Écologie et État de droit épisode I

Operating oil and gas well profiled on sunset sky

 

Quand le ministère de l’écologie fume le gaz de schiste

 

La nature et les oiseaux, c’est gentil, le pétrole radioactif et le grand capital cosmopolite, c’est méchant. Ce postulat objectif étant posé, penchons-nous un instant, sur un événement juridique récent relatif au droit de l’environnement.

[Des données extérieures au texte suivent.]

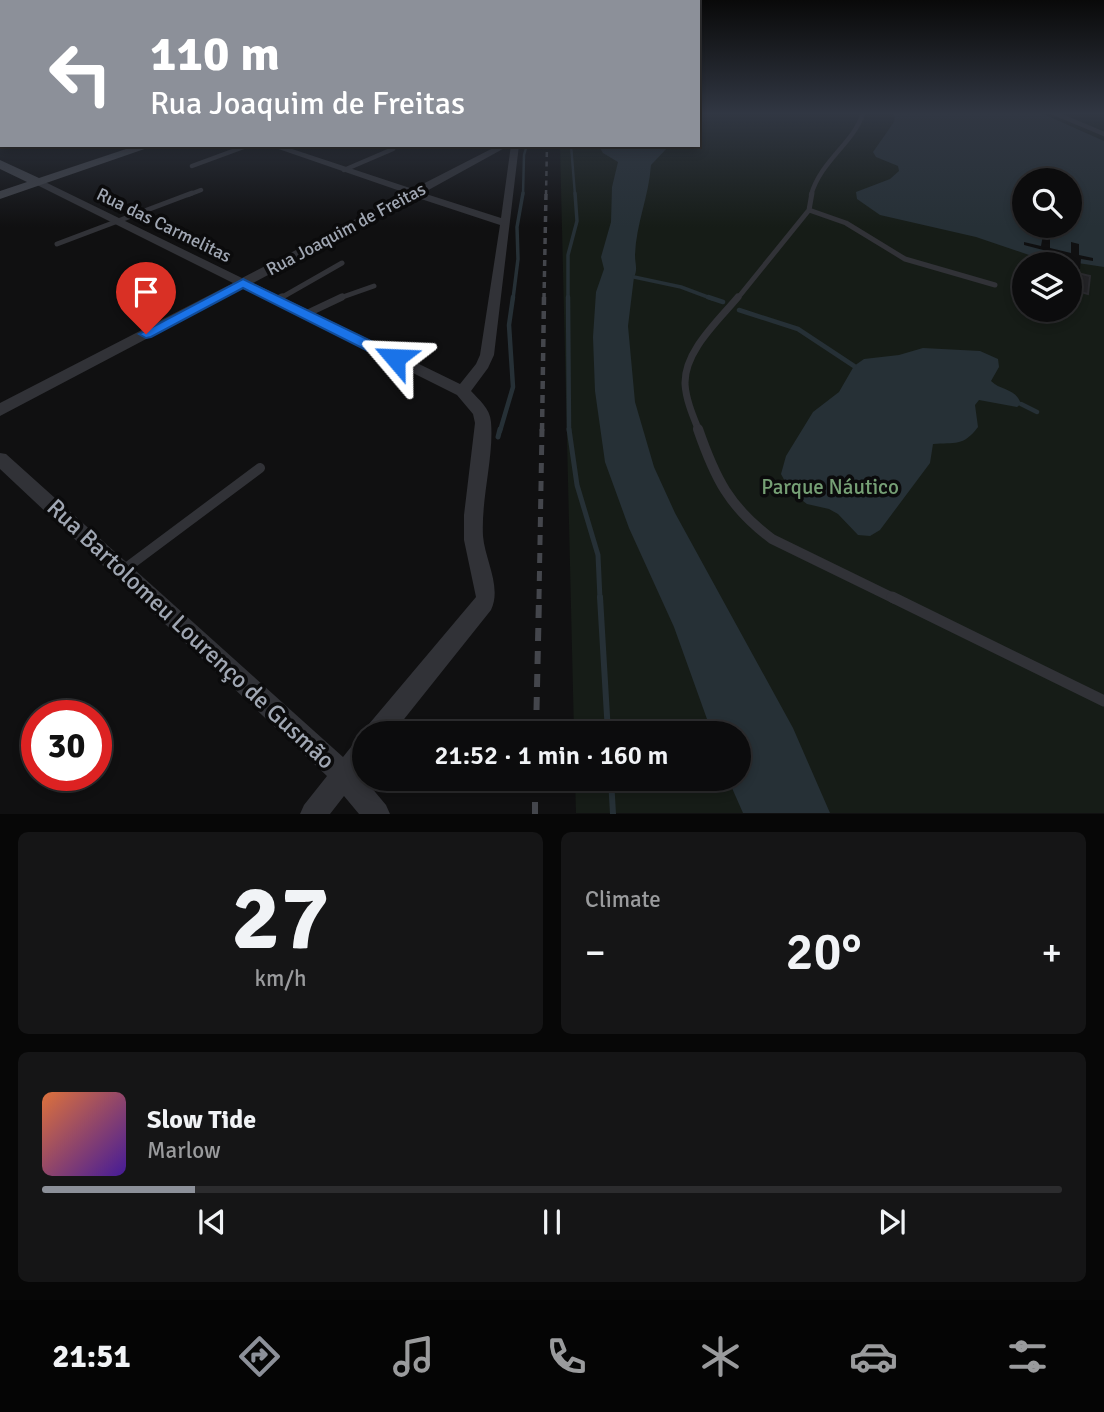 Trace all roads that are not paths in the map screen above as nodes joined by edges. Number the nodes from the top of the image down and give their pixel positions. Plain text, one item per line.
1 (132, 151) edge
2 (233, 151) edge
3 (288, 151) edge
4 (388, 151) edge
5 (495, 151) edge
6 (515, 151) edge
7 (838, 151) edge
8 (0, 163) edge
9 (192, 166) dead end
10 (344, 170) junction
11 (38, 182) junction
12 (201, 190) dead end
13 (414, 193) junction
14 (0, 195) edge
15 (809, 210) junction
16 (117, 221) junction
17 (504, 223) junction
18 (57, 244) dead end
19 (342, 263) dead end
20 (243, 283) junction
21 (995, 285) dead end
22 (374, 286) dead end
23 (276, 300) junction
24 (306, 314) junction
25 (462, 391) junction
26 (0, 410) edge
27 (0, 459) edge
28 (260, 468) dead end
29 (122, 571) junction
30 (1104, 701) edge
31 (388, 721) edge
32 (352, 765) edge
33 (344, 775) junction
34 (313, 814) edge
35 (377, 814) edge

1 - 11 street
2 - 9 lane
3 - 10 street
4 - 10 lane
5 - 13 street, Rua Joaquim de Freitas
6 - 17 street
7 - 15 lane
8 - 11 street, Rua das Carmelitas
10 - 13 street
11 - 14 street
11 - 16 street, Rua das Carmelitas
12 - 16 lane
13 - 17 street
13 - 20 street, Rua Joaquim de Freitas
15 - 21 lane
15 - 30 lane
16 - 18 lane
16 - 20 street, Rua das Carmelitas
17 - 25 street
19 - 23 lane
20 - 23 street, Rua das Carmelitas
20 - 26 street, Rua Joaquim de Freitas
22 - 24 lane
23 - 24 street, Rua das Carmelitas
24 - 25 street, Rua das Carmelitas
25 - 31 street
27 - 29 street, Rua Bartolomeu Lourenço de Gusmão
28 - 29 lane
29 - 33 street, Rua Bartolomeu Lourenço de Gusmão
32 - 33 street
33 - 34 street
33 - 35 street, Rua Bartolomeu Lourenço de Gusmão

Si vous vous souvenez bien, en 2011, à l’initiative du député notoirement écologiste Christian Jacob, a été adoptée une loi interdisant l’exploration et l’exploitation du gaz de schiste au moyen du procédé de fracturation hydraulique. (Pardon, on me dit dans l’oreillette que Christian Jacob, ancien président de la FNSEA, ne serait pas écologiste ; c’est surprenant). Problème : lorsque cette loi a été adoptée, de nombreux permis de recherche de gaz de schiste avaient déjà été délivrés. Qu’à cela ne tienne : la loi a prévu que, dans un délai de deux mois, les bénéficiaires doivent remettre un « rapport précisant les techniques employées ou envisagées dans le cadre de leurs activités de recherches », dans lequel ils renoncent à tout « recours, effectif ou éventuel, à des forages suivis de fracturation hydraulique de la roche », faute de quoi leur permis serait abrogé.

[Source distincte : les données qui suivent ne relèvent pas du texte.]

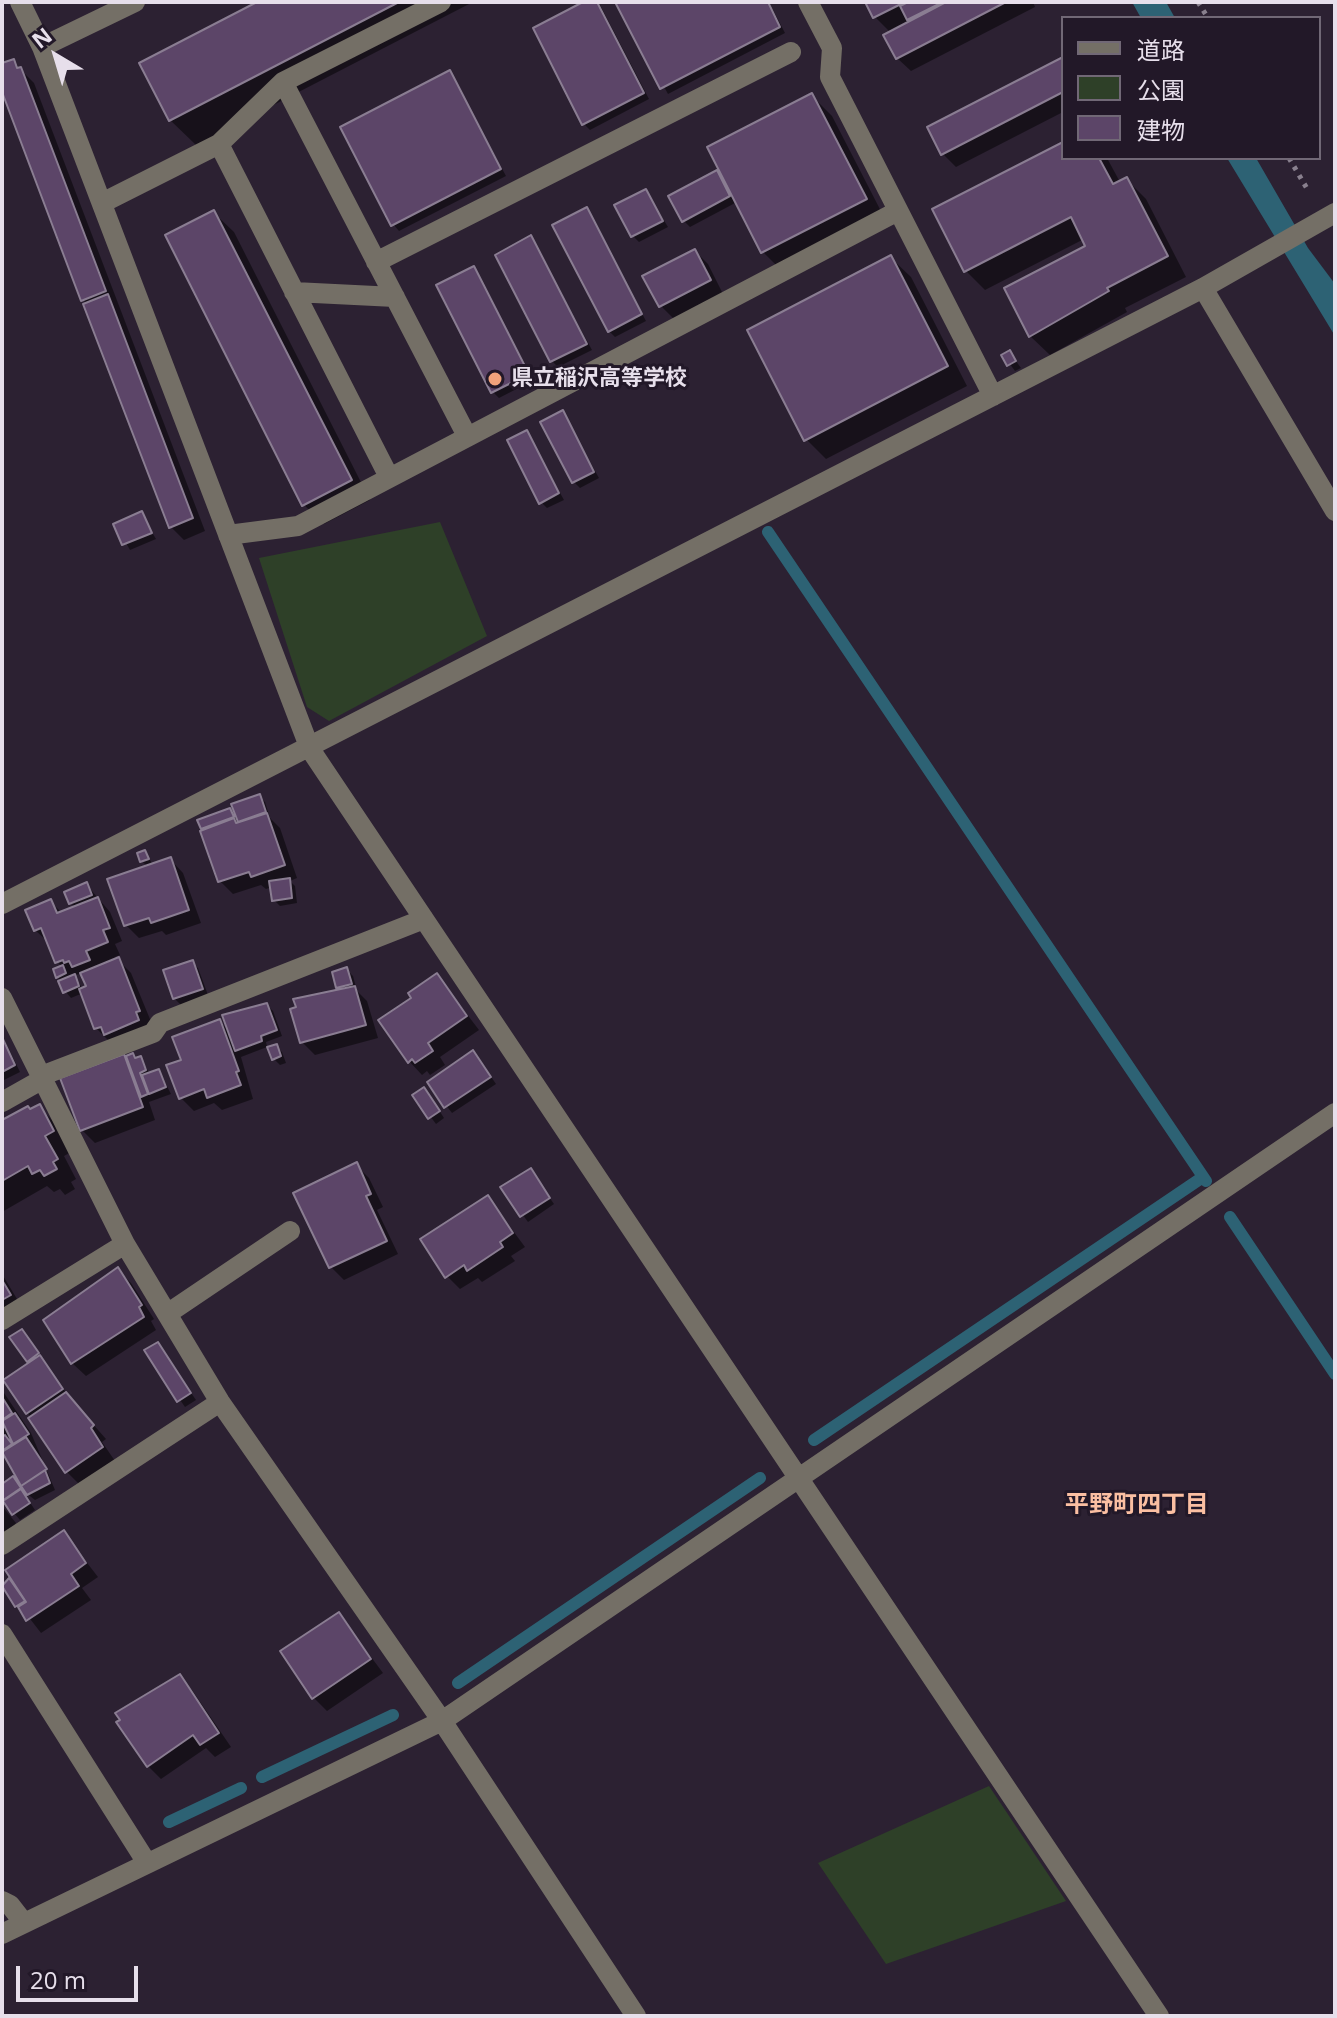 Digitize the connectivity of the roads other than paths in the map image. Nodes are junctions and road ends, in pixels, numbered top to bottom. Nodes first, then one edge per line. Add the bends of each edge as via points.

Transposez le raisonnement à d’autres domaines, vous allez voir que c’est rigolo : vous payez un architecte et obtenez un permis de construire la maison qu’il vous conçoit, vous commencez à faire creuser les fondations, et le plan local d’urbanisme est modifié en interdisant les matériaux et la hauteur que vous envisagiez, le maire vous disant que si vous ne remettez pas un rapport dans lequel vous vous engagez à ne pas faire ce que vous autorise à faire le permis, ce dernier vous sera retiré. Sans indemnisation pour les coûts déjà exposés, bien sûr.

Bref, quoi qu’il en soit, le Conseil constitutionnel, notoirement lui aussi, piloté par l’horrible lobby du pétrole, a validé ces dispositions.

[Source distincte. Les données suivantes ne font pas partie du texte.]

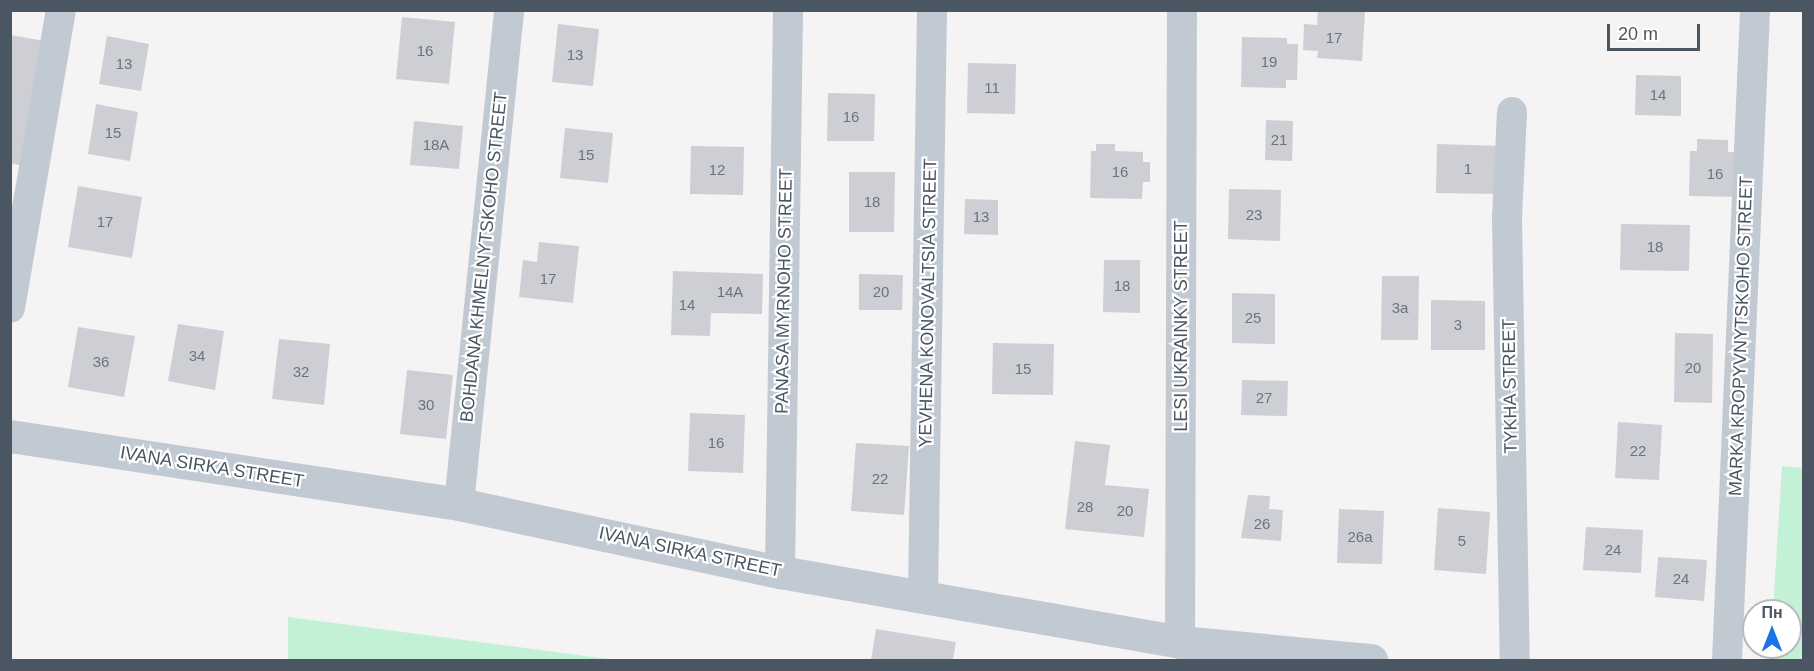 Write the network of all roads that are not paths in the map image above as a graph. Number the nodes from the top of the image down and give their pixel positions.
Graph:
1 (61, 10) edge
2 (509, 10) edge
3 (788, 10) edge
4 (932, 10) edge
5 (1182, 10) edge
6 (1755, 10) edge
7 (1512, 112) dead end
8 (10, 308) edge
9 (10, 436) edge
10 (459, 504) junction
11 (780, 572) junction
12 (923, 596) junction
13 (1180, 642) junction
14 (1371, 660) edge
15 (1515, 660) edge
16 (1727, 660) edge

1 - 8 street
2 - 10 street, BOHDANA KHMELNYTSKOHO STREET
3 - 11 street, PANASA MYRNOHO STREET
4 - 12 street, YEVHENA KONOVALTSIA STREET
5 - 13 street, LESI UKRAINKY STREET
6 - 16 street, MARKA KROPYVNYTSKOHO STREET
7 - 15 street, TYKHA STREET
9 - 10 street, IVANA SIRKA STREET
10 - 11 street, IVANA SIRKA STREET
11 - 12 street, IVANA SIRKA STREET
12 - 13 street, IVANA SIRKA STREET
13 - 14 street, IVANA SIRKA STREET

Naturellement, les permis ont été abrogés par barils entiers, les exploitants ne pouvant s’engager à ne pas utiliser la seule technique connue dont ils disposaient alors pour conduire leur activité de recherche.

Parmi les titulaires de ces permis abrogés, l’ONG Total, qui a décidé de contester cette abrogation devant le Tribunal administratif (TA) de Cergy-Pontoise. Pourquoi Cergy-Pontoise, demanderez-vous ? D’abord, c’est une question typiquement germanopratine pour laquelle je ne vous félicite pas ; ensuite, parce que l’abrogation a été prononcée par le ministère de l’écologie, qui a décidé il y a quelque temps d’aller s’installer dans la ZAD de la Défense, située dans le 92, soit dans le ressort du TA de Cergy (ce qui fait que c’est le seul ministère dont les arrêtés ne sont pas contestés devant le TA de Paris. La déconcentration c’est maintenant (ou pas)).

Et le TA de Cergy plie l’affaire en quelques lignes, tant la cause est entendue : Total (i) a bien remis dans les délais le rapport exigé par la loi Jacob, et (ii) s’y engage expressément et à plusieurs reprises à ne pas utiliser la technique de fracturation hydraulique. Comme la loi prévoit qu’on ne peut abroger un permis que si le rapport n’a pas été remis ou que s’il y est évoqué l’éventualité d’un recours à la fracturation hydraulique, les conditions légales d’abrogation du permis de Total n’étaient, sans aucune contestation possible, pas réunies.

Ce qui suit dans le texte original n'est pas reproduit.